A magnet load simulator tool is connected (in place of the magnet) every year, and the quench circuits are tested into these loads to verify function.  Yes, we push the quench buttons every year. 

In case of power failure, there is a battery backup for the rundown unit.  The battery is load tested automatically every day at 2 AM to insure it is sustaining a proper charge and capacity (if it fails this test, the scanner will NOT SCAN!).

There is a small amount of current that is always applied through the quench and switch heaters in the magnet.  Seems like a scary concept, but it is shown not to produce enough heat to activate the heaters.  With this current applied, the voltage drop across the heaters is proportional to their resistance; if this value exceeds the allowed specification (too low or too high), you get an alarm.  You heard this alarm not too long ago when the switch/quench heater connecter was corroded/wet from condensation, and this resistance value was incorrect as a consequence.  So you got first-hand experience of what happens if the heaters aren’t connected with the correct resistance.  Further, this is also tested every year . . . we simulate high + low resistances with a tool for all three heaters in the magnet to check the monitoring circuits for proper function.

We even disconnect one of the ‘quench buttons’ to be sure the system gives an alarm reporting ‘too few buttons’.  Yes, even the presence of the switch being electrically connected is monitored.

These tests are monitored with a date/time stamp (file C:\MedCom\log\MsupHistory.log).  This data is transferred via remote connection to our server, and monitored by Erlangen (automated running script, I believe).  When the Siemens Magnet experts (not Oxford!) visit for magnet service, they also download this data from the magnet monitoring system.  If the logs show this test hasn’t been run within an approx 12 month interval, a service call is opened and an engineer is dispatched to check this immediately.

Again, your rundown unit will work.  The heaters are monitored and known to be connected with the correct resistance, the switches are monitored as being physically connected, the rundown unit ‘quenches’ a simulated magnet, and the battery backup is tested, and the monitoring circuits are all tested.  And we have a quality process in place to be sure these tests/functions are carried out."

I'm happy enough with this answer, but as someone who always likes backups for everything I still asked whether there was another way to quench the magnet, just in case. I was informed that there are other ways (and I already knew of one of them) but they are rather scary and not recommended for a variety of valid safety reasons. (Personnel safety, not magnet safety.)  They might be used in drastic cases, like perhaps if a fire destroys all the quench circuitry. But this is a very different scenario than trying to rescue someone stuck to the magnet.

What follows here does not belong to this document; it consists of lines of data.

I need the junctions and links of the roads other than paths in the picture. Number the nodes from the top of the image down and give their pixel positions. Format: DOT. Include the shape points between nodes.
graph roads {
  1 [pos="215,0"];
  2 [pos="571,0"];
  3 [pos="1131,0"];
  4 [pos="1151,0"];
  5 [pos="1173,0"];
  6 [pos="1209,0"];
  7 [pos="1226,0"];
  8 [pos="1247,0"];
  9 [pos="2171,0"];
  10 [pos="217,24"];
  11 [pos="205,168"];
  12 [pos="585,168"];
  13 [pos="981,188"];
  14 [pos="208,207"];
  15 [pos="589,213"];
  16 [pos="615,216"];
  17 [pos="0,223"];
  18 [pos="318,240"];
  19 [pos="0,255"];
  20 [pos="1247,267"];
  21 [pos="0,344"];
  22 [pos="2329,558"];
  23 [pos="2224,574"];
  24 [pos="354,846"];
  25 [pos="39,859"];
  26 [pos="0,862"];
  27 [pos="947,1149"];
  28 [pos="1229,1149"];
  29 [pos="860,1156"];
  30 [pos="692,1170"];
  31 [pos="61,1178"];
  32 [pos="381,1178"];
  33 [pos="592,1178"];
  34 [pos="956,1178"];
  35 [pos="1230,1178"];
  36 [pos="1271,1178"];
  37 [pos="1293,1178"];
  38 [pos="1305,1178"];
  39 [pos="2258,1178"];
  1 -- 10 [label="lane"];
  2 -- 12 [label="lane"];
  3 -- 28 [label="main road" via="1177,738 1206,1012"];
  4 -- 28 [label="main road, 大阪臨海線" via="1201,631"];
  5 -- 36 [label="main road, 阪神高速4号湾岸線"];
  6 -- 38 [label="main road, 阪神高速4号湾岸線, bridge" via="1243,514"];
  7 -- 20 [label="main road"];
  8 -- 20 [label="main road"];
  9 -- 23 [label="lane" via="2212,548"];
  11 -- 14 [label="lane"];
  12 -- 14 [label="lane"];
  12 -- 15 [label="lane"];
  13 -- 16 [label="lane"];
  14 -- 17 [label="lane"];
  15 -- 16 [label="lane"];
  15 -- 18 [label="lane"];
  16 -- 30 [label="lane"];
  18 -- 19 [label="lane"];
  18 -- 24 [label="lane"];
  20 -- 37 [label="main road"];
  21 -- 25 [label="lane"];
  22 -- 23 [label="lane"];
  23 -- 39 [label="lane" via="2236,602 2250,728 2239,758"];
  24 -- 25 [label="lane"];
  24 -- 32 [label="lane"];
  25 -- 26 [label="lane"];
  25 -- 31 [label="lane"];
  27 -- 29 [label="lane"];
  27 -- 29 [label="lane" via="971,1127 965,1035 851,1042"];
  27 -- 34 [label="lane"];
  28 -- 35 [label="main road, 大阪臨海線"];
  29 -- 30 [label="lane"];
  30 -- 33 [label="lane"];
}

For everyday safety I am reassured that my quench circuit will activate if the button is depressed.

Whether or not GE was really at fault in Mumbai we shall learn eventually, I hope. (I have heard rumors that some sites like to bypass their quench circuit in order to avoid having the cost of recharging the magnet should the quench button get activated. Insert your own exclamations of disbelief here because I'm incredulous.) In the mean time, this sorry saga is an opportunity for all of us to review our own procedures and take the extra moments to ensure that we've done everything humanely possible to eliminate risks. There really is no excuse.